These would be examples of simple binary classification 
problems, where the categorical dependent variable can 
only assume two distinct and mutually exclusive values. 
In other cases, we might be interested in predicting which 
one of multiple different alternative testing samples 
(biomass, bio-char, coal-char, hard coal) will be better 
either to generate energy or to produce liquid fuel. In 
those cases, there are multiple categories or classes for 
the categorical dependent variable. 

Analyses based on C&RT aim to predict and explain 
the responses of a categorical dependent variable, 
which is why the tools used in this module share 
numerous common features with techniques from more 
conventional methods, such as discriminant analysis, 
cluster analysis, nonparametric statistics and nonlinear 
estimation. 

3. Experimental procedure 

3.1. Research methodology 

A classification tree is created using recurrent divisions 
of the input data set into consecutive subsets until 
uniformity is attained.
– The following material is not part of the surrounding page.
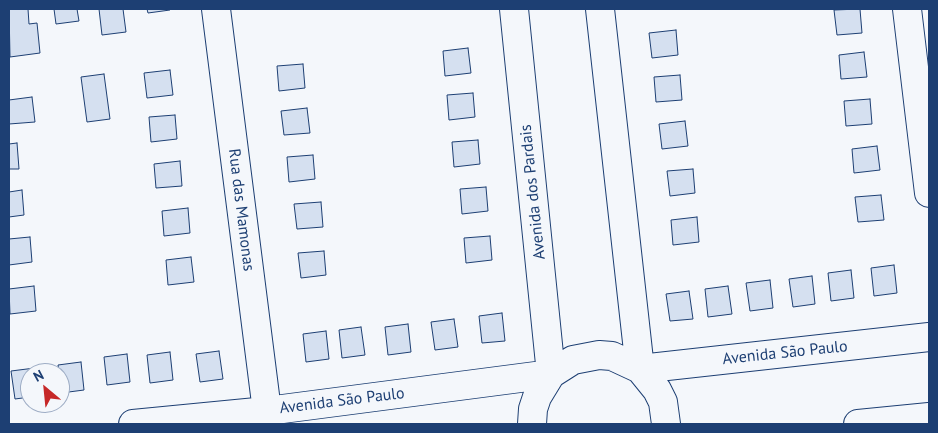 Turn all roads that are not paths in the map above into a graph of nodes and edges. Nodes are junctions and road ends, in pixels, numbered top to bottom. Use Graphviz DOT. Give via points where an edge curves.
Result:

The main purpose for the creation 


of subdivisions is to obtain a collection of objects that are 
as uniform as possible with respect to a given dependent 
variable [2]. In the present work, a C&RT model was 
used to divide and classify biomass according to the 
best qualitative and quantitative characteristics that 
indicate the possibility of its use in the production of 
high-quality biofuel. 

The general procedure of within the classification 
tree creation using the C&RT algorithm consists of a 
few steps: 

1. Verification of uniformity between objects in matrix 
A via variant analysis or principal component analysis. 
If the matrix appears uniform at this stage, the work is 
finished; if not, proceed to the next steps. 

2. Determination of possible partitioning of matrix A 
into homogeneous subsets 

3. Qualitative analysis of each subset B r B n according 
to established criteria and selection of the best subset. 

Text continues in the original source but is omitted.